Friday, June 10, 2011

The Fortified Garden

It is from their foes, not their friends, that cities learn the lesson of building high walls.
- Aristophanes (from the "Masonry" entry in Civilization IV)

Back around the time when Apple began forcibly establishing control over its iPhone ecosystem (it wasn't yet called iOS at that point), critics of the move referred to the resulting environment as a 'walled garden', one where users were 'trapped' to only use Apple's technology in ways approved by Apple. Apple then extended their control to monitoring what tools developers were using to provide apps to that ecosystem -- only Apple-provided application programming interfaces and libraries could be used, or the app couldn't be carried in Apple's App Store.

Critics of Apple's position liked to argue that Apple's walled garden wasn't sustainable -- that developers would chafe under the restrictions and bolt for the greener, more open pastures of Android, and that users, following the developers, would do likewise. Frequently, the rhetoric of 'freedom' is used, as if those criticizing Apple are all in favor of openness and transparency.

There have been a few folks who've defended the walled garden, mainly from a user perspective and mainly because of security. Hardly anyone, though, had bothered to point out to developers why a walled garden might be superior for them.

Turns out the right analogy isn't a walled garden, but a fortified one. That's what Apple has built, and it's exactly what small, independent developers need.

Just over a month ago, a company called Lodsys LLC filed a lawsuit in an East Texas court against seven small-to-tiny iOS developers over a patent it holds regarding a method of processing purchase transactions within an application. Lodsys didn't invent the patent -- it purchased it from its inventor as part of a 'portfolio' of intellectual property, and is now trying to make that investment pay by pursuing what it believes are infringements of those patents. At the time, the expectation was that Lodsys might use those developers' communications with Apple as a way of incorporating Apple into the lawsuit, adding the bigger company's deep pockets to their potential payout. Some expected that Apple would help with the developers' legal battle or even pursue other actions sympathetic to the developers' position, but would likely stay out of the suit itself.

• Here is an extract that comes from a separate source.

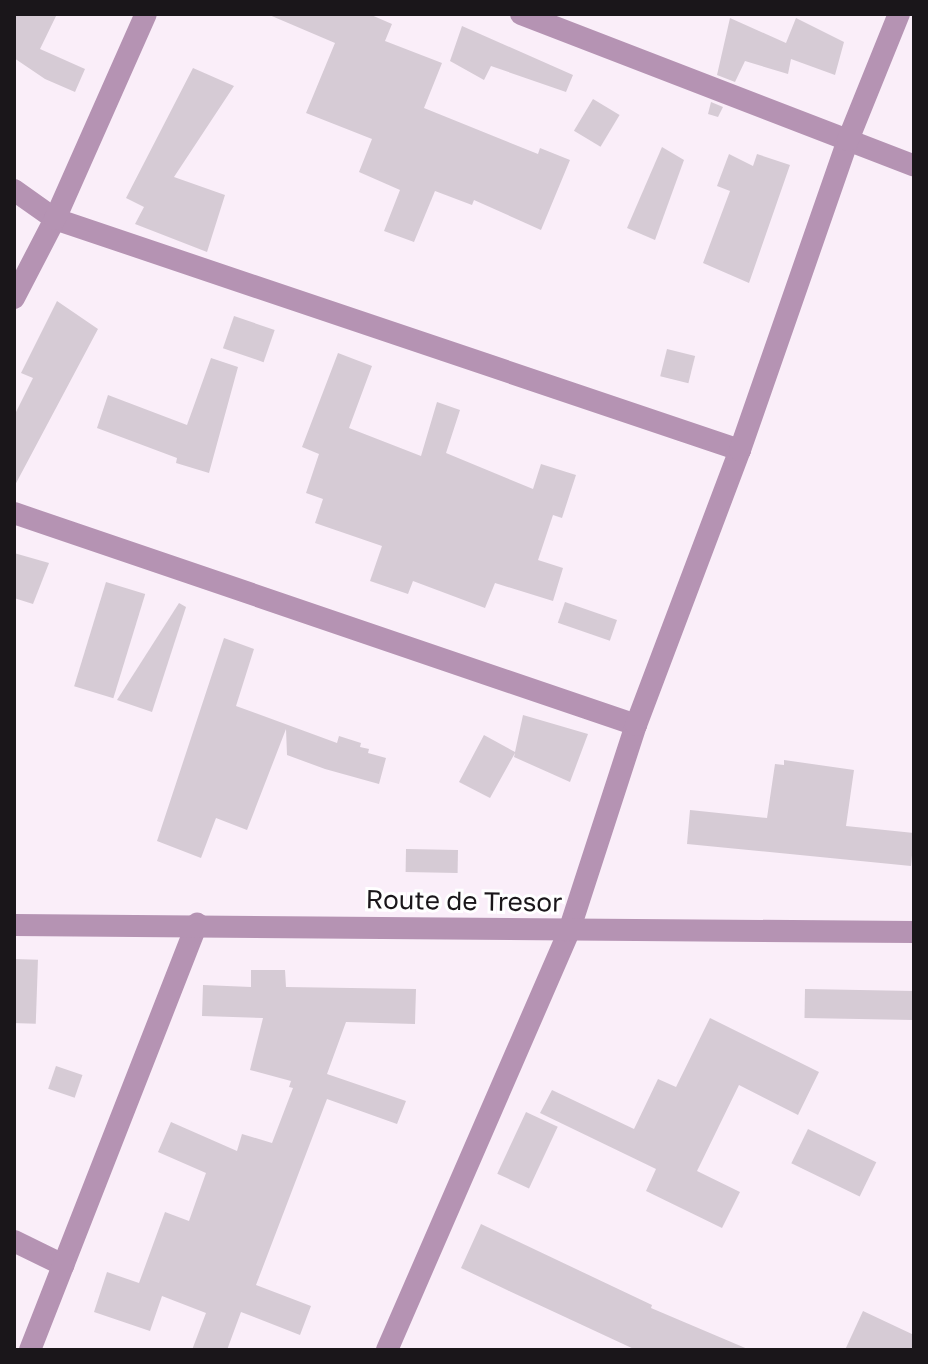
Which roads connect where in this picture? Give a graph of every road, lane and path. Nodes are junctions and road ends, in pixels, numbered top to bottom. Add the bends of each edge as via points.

That's...not quite what happened. (Note: most of the links in the next few paragraphs regarding the legal situation come from the excellent Free and Open Source Software Patents blog.)

First off, Lodsys, as if trying to ward off any Apple involvement in the suit, affirmed that Apple had purchased a valid license covering the patent in question and that as such Apple was not a target of the suit.

Apple then responded with a strong cease-and-desist letter directing Lodsys to withdraw its complaints against its app developers, asserting that the rights it has as a license holder allow it to provide the licensed technology to its developers.

Lodsys published a letter disagreeing with Apple's position and carried on with their lawsuit, which was unsurprising.

Then, Apple did something that pretty much nobody expected -- they filed a claim in the same East Texas court asking to intervene and be added to the lawsuit as a defendant. They're not just sending 'assistance' -- Apple will actually have a legal team in the courtroom assisting with the defense of their app developers.

Apple's defense against Lodsys's claims is that, since Apple has a license to Lodsys's technology (which Lodsys has already asserted to be true on their own website), and since the developers aren't creating their own code for transactions, but using Apple's provided APIs that contain that technology, and since the transactions all occur on Apple's own App Store, and since they're used to send apps to devices that Apple has manufactured and sold expressly for the purpose, that Lodsys has already been paid -- by Apple -- for the use of their patents, and that Lodsys can no more go to the developers and ask for more money than a farmer can come to your house and demand 50 cents an ear for the sweet corn you bought at the grocery store.

That defense brings up two very interesting points:

1. Is this the real reason Apple was so adamant about not allowing third-party APIs in iOS?

The timing of Apple's announcement about changes to their developer agreement prohibiting 'third-party APIs' for iOS development made many believe their motivation for doing so was to screw Adobe, who was just about to come out with a set of third-party APIs to do just that. But what if Adobe's announcement simply reminded Apple Legal that allowing third-party APIs (which might or might not have purchased valid licenses for the Lodsys transaction patent) would weaken Apple's legal defense against attacks against their developers?

2. Do Google's Android developers have the same kind of protection?

This isn't just an academic question -- Lodsys is also filing lawsuits against Android developers for violating the same patents Apple is defending their devs against. Given that Google rejected an offer from Sun to license Java for use in their Android OS (scroll down to "Google's Rejection of Sun's Licensing Offer"), how likely do you think it is that Google decided to send cash to a small IP holding company, just in case that company tried suing their developers?

Google's independent Android app developers might feel a bit safer if they had walls to protect them like Apple's developers do.